Знамен было много, больше ста. А может быть, даже и двести. Некоторые из них – новые, большая часть – старые, невесть как сохраненные. Некоторые с польскими орлами – и на полотнищах, и на золоченых остриях, заканчивающих древко. А некоторые знамена – и довольно много – были шелковые, голубые, с изображением святой Барбары, покровительницы шахтеров.

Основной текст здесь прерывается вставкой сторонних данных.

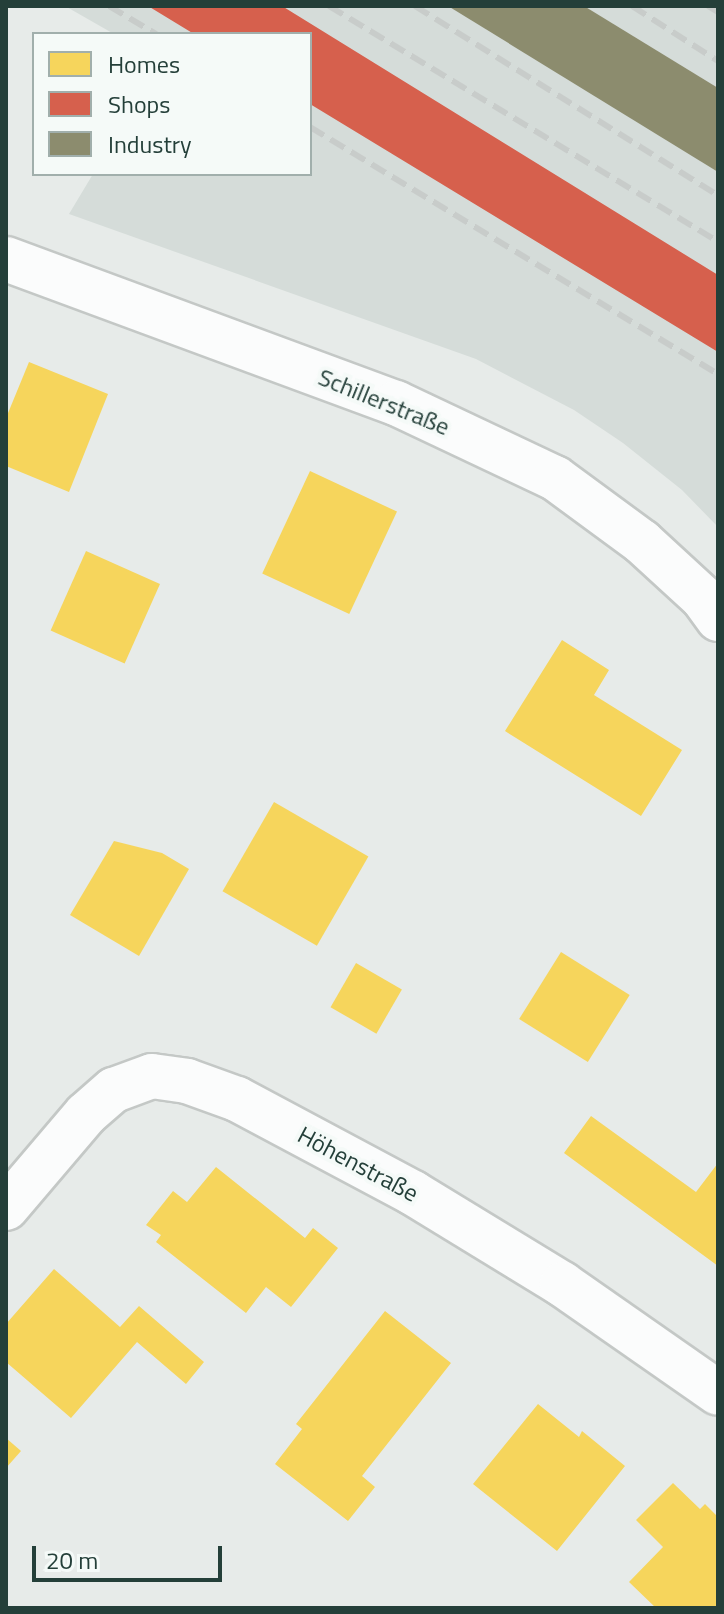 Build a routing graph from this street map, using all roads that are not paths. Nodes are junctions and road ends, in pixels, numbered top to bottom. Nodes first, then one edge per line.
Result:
1 (6, 259) edge
2 (718, 619) edge
3 (6, 1208) edge
4 (718, 1393) edge

1 - 2 street, Schillerstraße
3 - 4 street, Höhenstraße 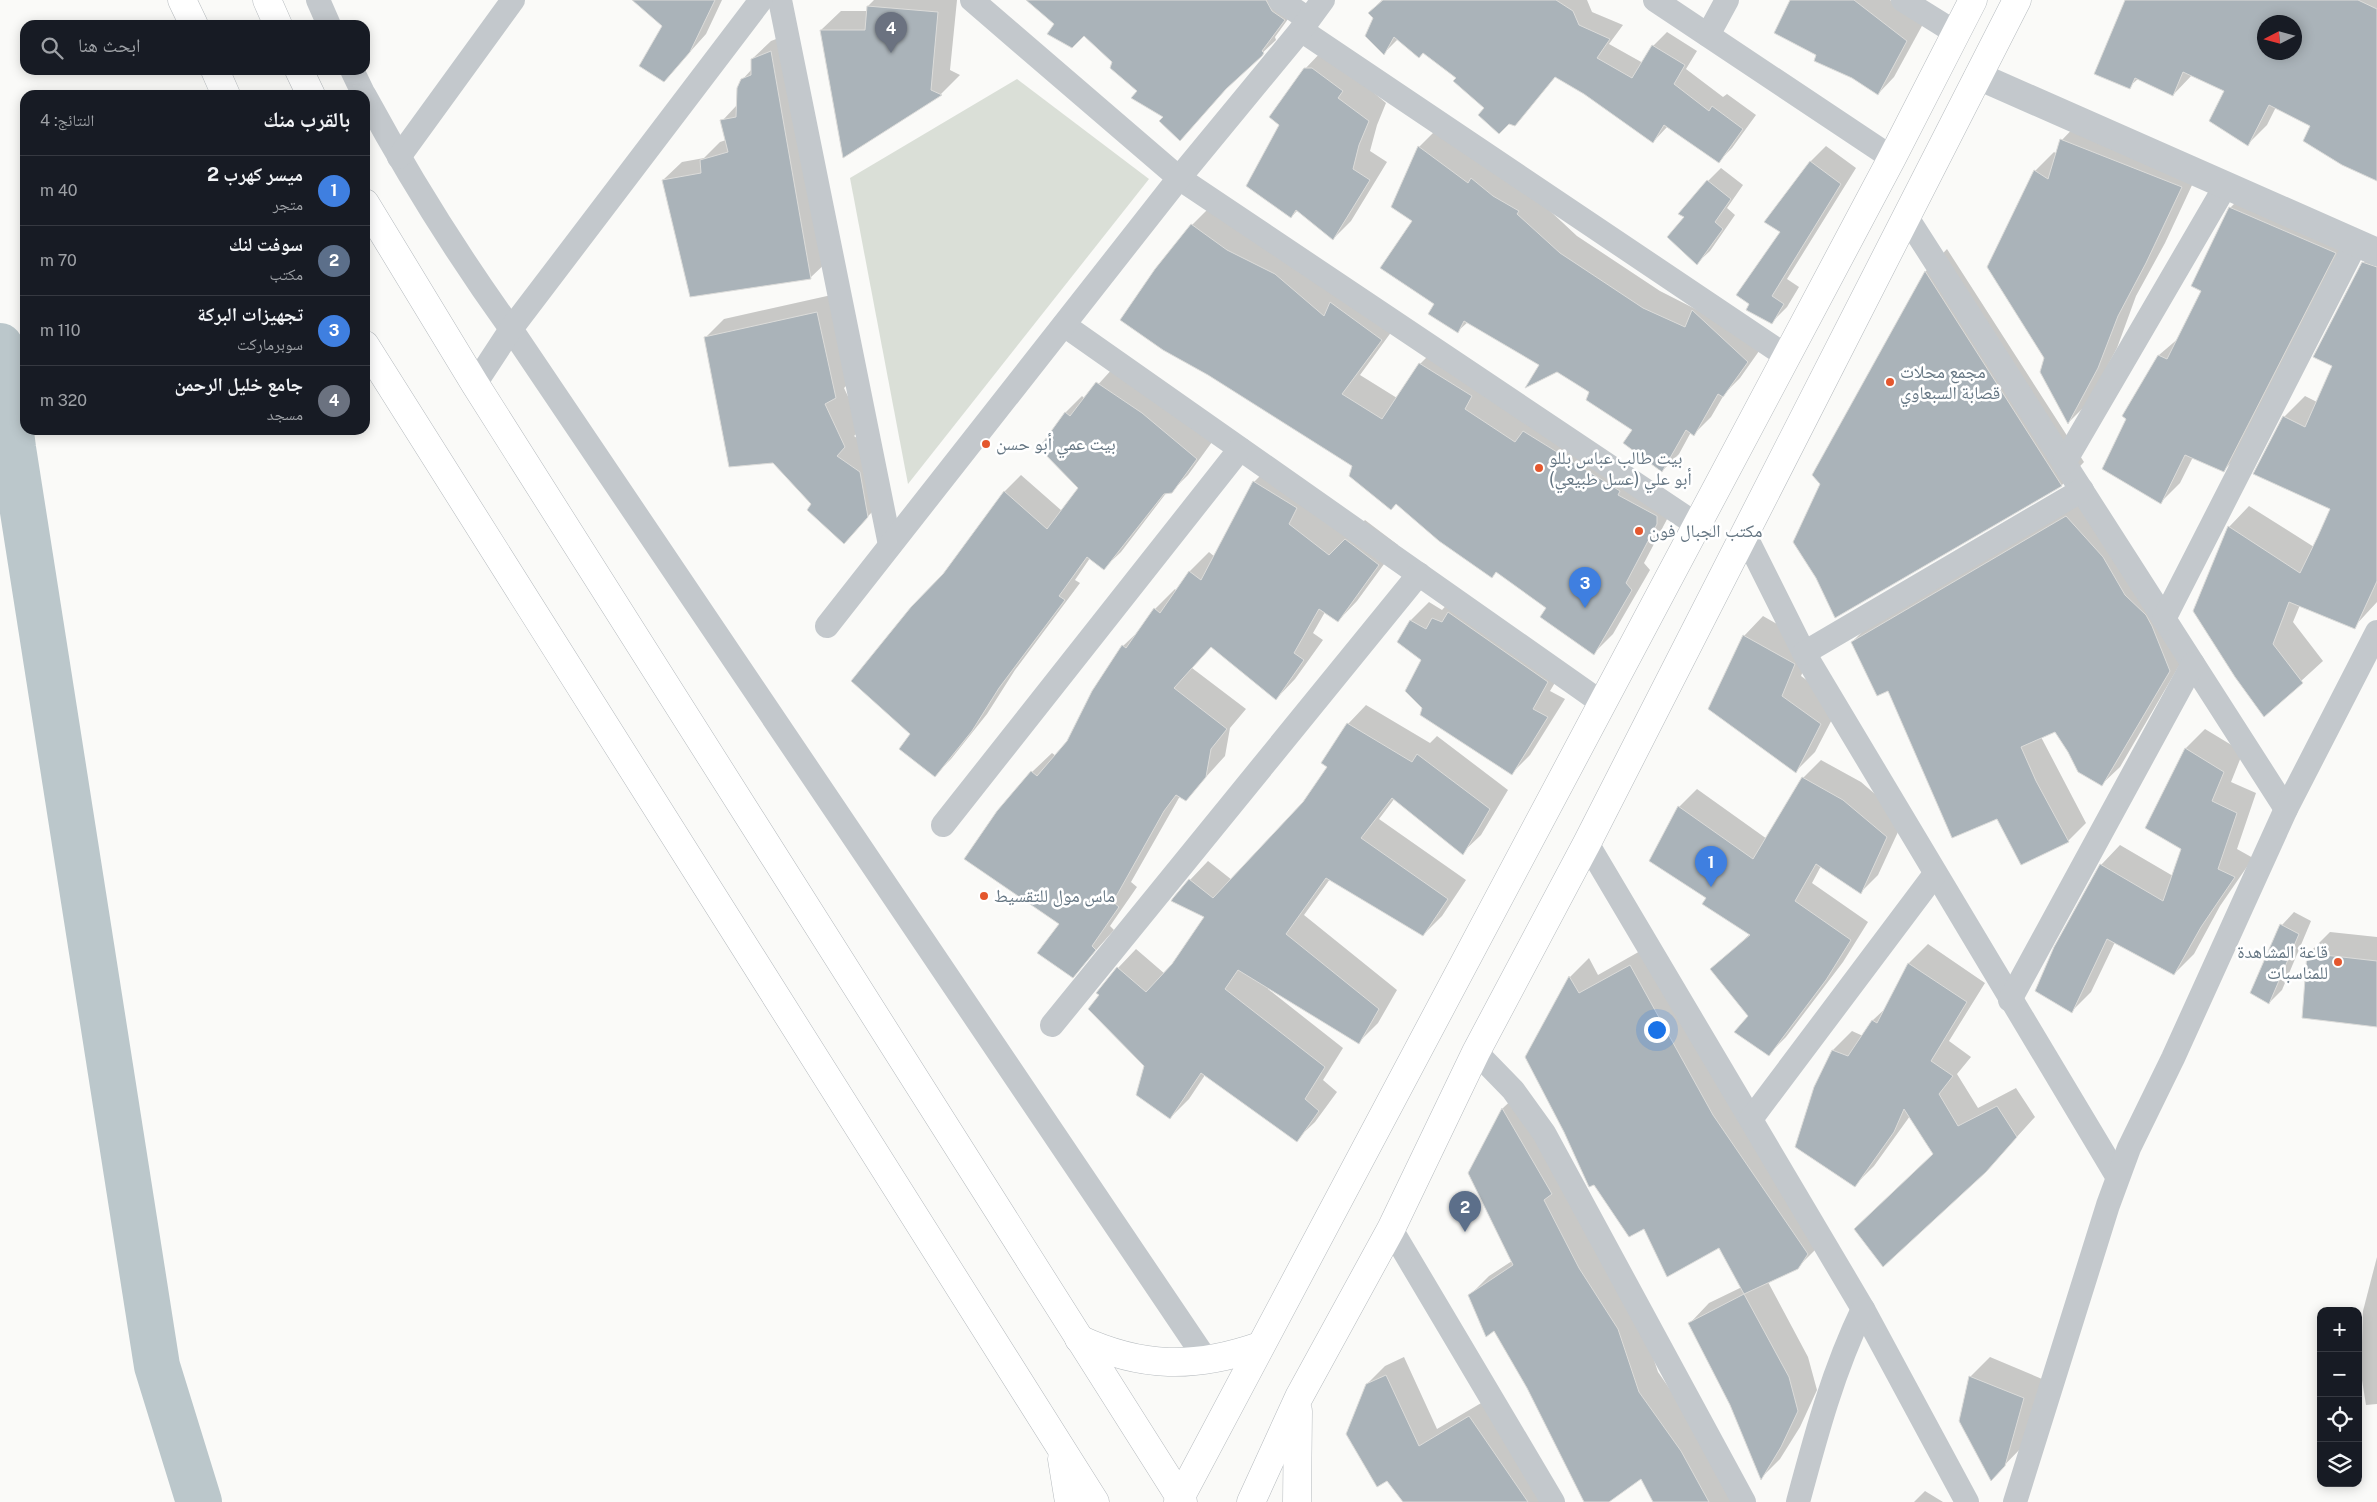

Посреди лестницы стояла трибуна, завешенная полотнищами с польскими орлами. А ниже трибуны по сторонам высились два полотняных транспаранта с портретами Сталина и президента Рады Крайовой Берута. Под портретом Сталина лежал огромный, многопудовый кусок угля с выдолбленной на нем надписью: «Великому маршалу Сталину от горняков Силезии». На ступенях лестницы перед началом митинга толпилось несколько десятков людей – польские и наши военные и штатские – должно быть, здешние члены руководства рабочей партии и служащие воеводства. Постепенно подходили еще и еще люди, которых пропускала на лестницу охрана. Прошло несколько опоздавших фотографов. А потом появился старый человек, высокий, сухой, прямой, словно проглотивший палку, в котелке и старом штатском пальто с приколотыми к нему двумя орденами и двумя медалями. Старик прошел важно, ни на кого не глядя; у него было серьезное и гордое, старчески худое лицо и большие, вылезшие из рукавов узловатые руки.
Не знаю, кто это был. Но мне, несмотря на котелок, показалось, что это человек из народа. Может быть, какой-нибудь старый горный мастер, участвовавший еще в той мировой войне. На митинге должны были выступать президент Рады Крайовой Берут, премьер-министр Осубка-Моравский и командующий Войском Польским Роля-Жимерский. В ожидании их суетилось несколько щеголеватых польских офицеров. На них были лихие конфедератки с синими околышами, один из них – маленький человек с миловидным лицом, длинными русыми, высовывавшимися из-под конфедератки волосами, в черном плаще и с большим пистолетом – особенно подчеркнуто суетился, бегал, улыбался, позировал фотографам. И я подумал, что это, наверно, чей-нибудь адъютант.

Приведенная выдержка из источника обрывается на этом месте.